— HOW TO COMPLETE THIS TASK —
Will you quote all of the entries, word for word?

= Beginning of Section =

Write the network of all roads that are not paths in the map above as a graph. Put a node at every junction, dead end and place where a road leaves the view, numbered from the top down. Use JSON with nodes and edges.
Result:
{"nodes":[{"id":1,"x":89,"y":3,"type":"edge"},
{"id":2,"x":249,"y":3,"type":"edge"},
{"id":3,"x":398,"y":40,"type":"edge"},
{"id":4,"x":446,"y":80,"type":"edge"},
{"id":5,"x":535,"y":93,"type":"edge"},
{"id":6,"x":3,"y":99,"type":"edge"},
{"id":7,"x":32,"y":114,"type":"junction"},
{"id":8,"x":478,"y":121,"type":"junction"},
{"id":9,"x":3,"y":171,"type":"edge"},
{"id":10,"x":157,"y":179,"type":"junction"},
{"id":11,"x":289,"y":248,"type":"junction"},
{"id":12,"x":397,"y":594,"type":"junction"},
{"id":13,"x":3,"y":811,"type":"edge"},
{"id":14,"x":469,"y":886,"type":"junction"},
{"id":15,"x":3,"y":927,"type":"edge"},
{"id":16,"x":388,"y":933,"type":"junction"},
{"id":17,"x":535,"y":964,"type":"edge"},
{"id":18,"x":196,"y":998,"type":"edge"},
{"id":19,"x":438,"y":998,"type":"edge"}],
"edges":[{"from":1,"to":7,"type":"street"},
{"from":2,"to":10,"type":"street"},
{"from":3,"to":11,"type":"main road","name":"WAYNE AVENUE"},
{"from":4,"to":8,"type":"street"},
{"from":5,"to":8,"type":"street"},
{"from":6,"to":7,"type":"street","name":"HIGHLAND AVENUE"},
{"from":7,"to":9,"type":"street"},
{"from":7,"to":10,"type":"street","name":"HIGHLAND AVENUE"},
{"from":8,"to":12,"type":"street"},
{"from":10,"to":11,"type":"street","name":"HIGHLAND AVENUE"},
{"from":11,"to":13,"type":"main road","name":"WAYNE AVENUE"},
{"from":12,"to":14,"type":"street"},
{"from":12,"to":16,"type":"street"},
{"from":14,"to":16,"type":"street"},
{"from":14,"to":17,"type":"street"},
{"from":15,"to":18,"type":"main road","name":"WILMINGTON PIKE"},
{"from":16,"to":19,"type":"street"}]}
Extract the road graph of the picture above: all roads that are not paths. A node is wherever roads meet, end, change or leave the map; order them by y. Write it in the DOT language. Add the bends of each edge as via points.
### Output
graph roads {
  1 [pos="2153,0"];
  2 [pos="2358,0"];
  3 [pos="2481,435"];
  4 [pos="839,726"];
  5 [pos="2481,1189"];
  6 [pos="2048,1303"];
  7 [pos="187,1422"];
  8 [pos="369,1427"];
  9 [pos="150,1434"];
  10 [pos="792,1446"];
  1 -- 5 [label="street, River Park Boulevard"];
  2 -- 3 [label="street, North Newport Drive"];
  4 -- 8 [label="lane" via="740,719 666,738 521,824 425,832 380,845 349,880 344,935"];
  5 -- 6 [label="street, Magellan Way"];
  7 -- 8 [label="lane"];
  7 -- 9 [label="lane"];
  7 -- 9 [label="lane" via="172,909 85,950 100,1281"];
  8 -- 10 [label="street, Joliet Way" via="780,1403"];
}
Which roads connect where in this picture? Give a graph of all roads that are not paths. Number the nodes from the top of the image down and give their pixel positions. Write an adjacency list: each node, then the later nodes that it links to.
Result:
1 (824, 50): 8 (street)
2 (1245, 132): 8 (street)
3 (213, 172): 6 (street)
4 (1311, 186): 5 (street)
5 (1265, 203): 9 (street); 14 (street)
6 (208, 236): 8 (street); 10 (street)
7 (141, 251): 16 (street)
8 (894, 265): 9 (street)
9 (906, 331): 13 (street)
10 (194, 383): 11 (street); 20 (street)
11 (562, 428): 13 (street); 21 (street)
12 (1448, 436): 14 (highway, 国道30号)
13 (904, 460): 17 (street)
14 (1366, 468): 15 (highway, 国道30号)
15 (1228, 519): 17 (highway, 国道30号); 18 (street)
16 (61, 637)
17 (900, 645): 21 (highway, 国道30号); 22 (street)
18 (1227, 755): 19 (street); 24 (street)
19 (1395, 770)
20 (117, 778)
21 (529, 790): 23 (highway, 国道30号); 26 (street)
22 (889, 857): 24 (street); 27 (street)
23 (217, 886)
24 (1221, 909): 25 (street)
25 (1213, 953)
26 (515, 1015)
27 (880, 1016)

= End of Section =

— RESPONSE TO THIS TASK —
Write the network of all roads that are not paths in the map above as a graph. Put a node at every junction, dead end and place where a road leaves the view, numbered from the top down. Use JSON with nodes and edges.
Result:
{"nodes":[{"id":1,"x":89,"y":3,"type":"edge"},
{"id":2,"x":249,"y":3,"type":"edge"},
{"id":3,"x":398,"y":40,"type":"edge"},
{"id":4,"x":446,"y":80,"type":"edge"},
{"id":5,"x":535,"y":93,"type":"edge"},
{"id":6,"x":3,"y":99,"type":"edge"},
{"id":7,"x":32,"y":114,"type":"junction"},
{"id":8,"x":478,"y":121,"type":"junction"},
{"id":9,"x":3,"y":171,"type":"edge"},
{"id":10,"x":157,"y":179,"type":"junction"},
{"id":11,"x":289,"y":248,"type":"junction"},
{"id":12,"x":397,"y":594,"type":"junction"},
{"id":13,"x":3,"y":811,"type":"edge"},
{"id":14,"x":469,"y":886,"type":"junction"},
{"id":15,"x":3,"y":927,"type":"edge"},
{"id":16,"x":388,"y":933,"type":"junction"},
{"id":17,"x":535,"y":964,"type":"edge"},
{"id":18,"x":196,"y":998,"type":"edge"},
{"id":19,"x":438,"y":998,"type":"edge"}],
"edges":[{"from":1,"to":7,"type":"street"},
{"from":2,"to":10,"type":"street"},
{"from":3,"to":11,"type":"main road","name":"WAYNE AVENUE"},
{"from":4,"to":8,"type":"street"},
{"from":5,"to":8,"type":"street"},
{"from":6,"to":7,"type":"street","name":"HIGHLAND AVENUE"},
{"from":7,"to":9,"type":"street"},
{"from":7,"to":10,"type":"street","name":"HIGHLAND AVENUE"},
{"from":8,"to":12,"type":"street"},
{"from":10,"to":11,"type":"street","name":"HIGHLAND AVENUE"},
{"from":11,"to":13,"type":"main road","name":"WAYNE AVENUE"},
{"from":12,"to":14,"type":"street"},
{"from":12,"to":16,"type":"street"},
{"from":14,"to":16,"type":"street"},
{"from":14,"to":17,"type":"street"},
{"from":15,"to":18,"type":"main road","name":"WILMINGTON PIKE"},
{"from":16,"to":19,"type":"street"}]}
Extract the road graph of the picture above: all roads that are not paths. A node is wherever roads meet, end, change or leave the map; order them by y. Write it in the DOT language. Add the bends of each edge as via points.
### Output
graph roads {
  1 [pos="2153,0"];
  2 [pos="2358,0"];
  3 [pos="2481,435"];
  4 [pos="839,726"];
  5 [pos="2481,1189"];
  6 [pos="2048,1303"];
  7 [pos="187,1422"];
  8 [pos="369,1427"];
  9 [pos="150,1434"];
  10 [pos="792,1446"];
  1 -- 5 [label="street, River Park Boulevard"];
  2 -- 3 [label="street, North Newport Drive"];
  4 -- 8 [label="lane" via="740,719 666,738 521,824 425,832 380,845 349,880 344,935"];
  5 -- 6 [label="street, Magellan Way"];
  7 -- 8 [label="lane"];
  7 -- 9 [label="lane"];
  7 -- 9 [label="lane" via="172,909 85,950 100,1281"];
  8 -- 10 [label="street, Joliet Way" via="780,1403"];
}
Which roads connect where in this picture? Give a graph of all roads that are not paths. Number the nodes from the top of the image down and give their pixel positions. Write an adjacency list: each node, then the later nodes that it links to.
Result:
1 (824, 50): 8 (street)
2 (1245, 132): 8 (street)
3 (213, 172): 6 (street)
4 (1311, 186): 5 (street)
5 (1265, 203): 9 (street); 14 (street)
6 (208, 236): 8 (street); 10 (street)
7 (141, 251): 16 (street)
8 (894, 265): 9 (street)
9 (906, 331): 13 (street)
10 (194, 383): 11 (street); 20 (street)
11 (562, 428): 13 (street); 21 (street)
12 (1448, 436): 14 (highway, 国道30号)
13 (904, 460): 17 (street)
14 (1366, 468): 15 (highway, 国道30号)
15 (1228, 519): 17 (highway, 国道30号); 18 (street)
16 (61, 637)
17 (900, 645): 21 (highway, 国道30号); 22 (street)
18 (1227, 755): 19 (street); 24 (street)
19 (1395, 770)
20 (117, 778)
21 (529, 790): 23 (highway, 国道30号); 26 (street)
22 (889, 857): 24 (street); 27 (street)
23 (217, 886)
24 (1221, 909): 25 (street)
25 (1213, 953)
26 (515, 1015)
27 (880, 1016)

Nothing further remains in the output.